It took so long for Hollywood so long to finally find a way to harness the unique mix of martial arts mastery, dance-like grace, playful humor, and giddy charm that had made Jackie Chan a superstar throughout the rest of the world that he was almost too old to show off the extent of his physical prowess on display in his most jaw-dropping sequences. But if it curtailed his most daring physical stunts, age has not slowed his output and he’s returned to China as active as ever. Which is not to say his films are as good as ever—even with the variety of genres letting him jump from action comedy to thriller to drama, they are in inconsistent bunch—but even in the sloppiest films, Chan is a joy to watch in motion.

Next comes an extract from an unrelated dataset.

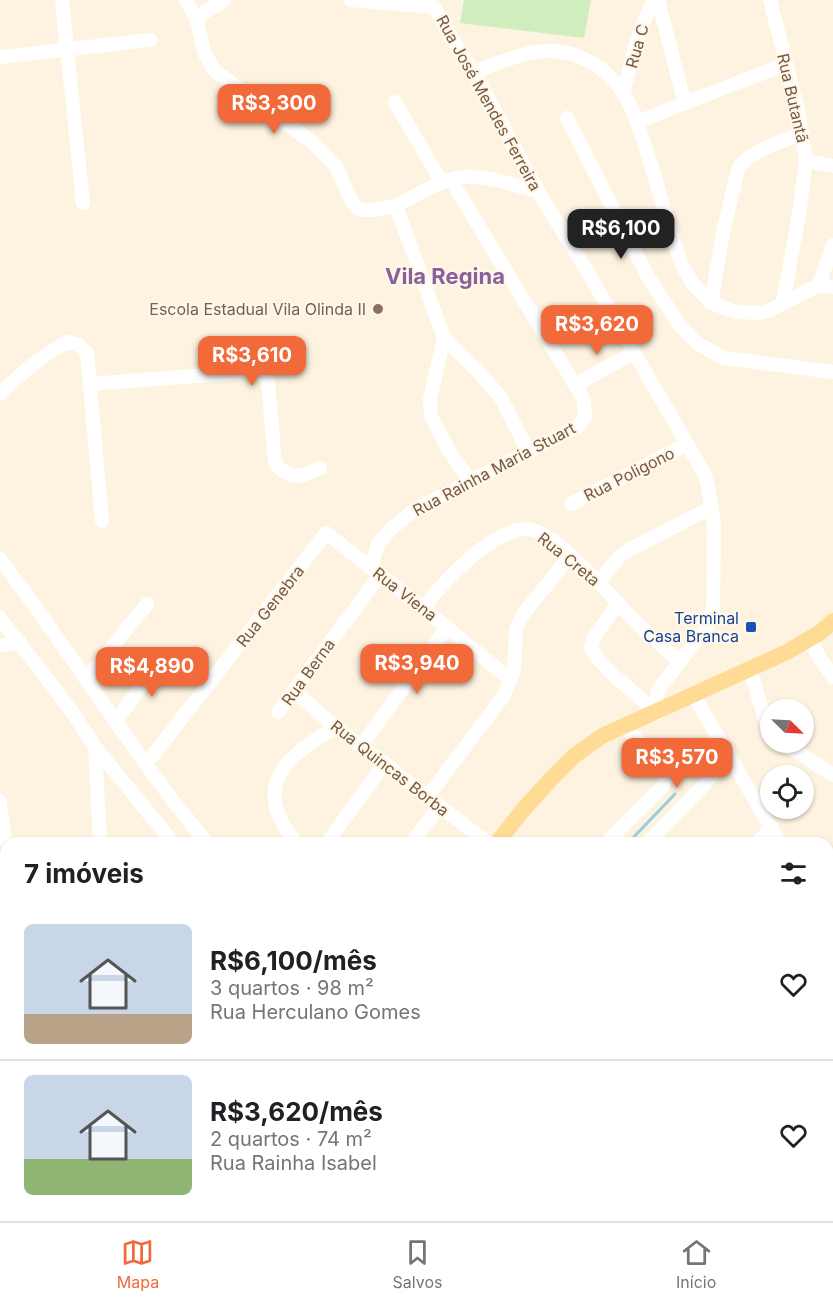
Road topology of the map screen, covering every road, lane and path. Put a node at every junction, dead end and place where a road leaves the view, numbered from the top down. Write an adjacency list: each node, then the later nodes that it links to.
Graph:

In Railroad Tigers (China, 2016), Chan is the leader of a scruffy band of rural railroad porters who stage raids on Japanese trains running through occupied China in World War II. They drop into moving trains, steal food for the villagers, and leave their mark by drawing flying tigers on the bodies of the unconscious Japanese soldiers and engineers, often badly drawn that the authorities can’t always make out the images. So yes, it’s an action comedy as well as a period caper and a mission movie, and Jackie shares stunt duties with a cast of younger actors. It’s not just Jackie who stars but the award-winning Jackie Chan stuntman association.
The opening heist is a terrific sequence, directed by Ding Sheng with a rollicking energy I haven’t seen in Jackie’s films for some time, and it raises hopes for a better film than the one that finally leaves the station and sends the squad of amateur guerrillas on a military mission to blow up a key bridge on the Japanese supply lines.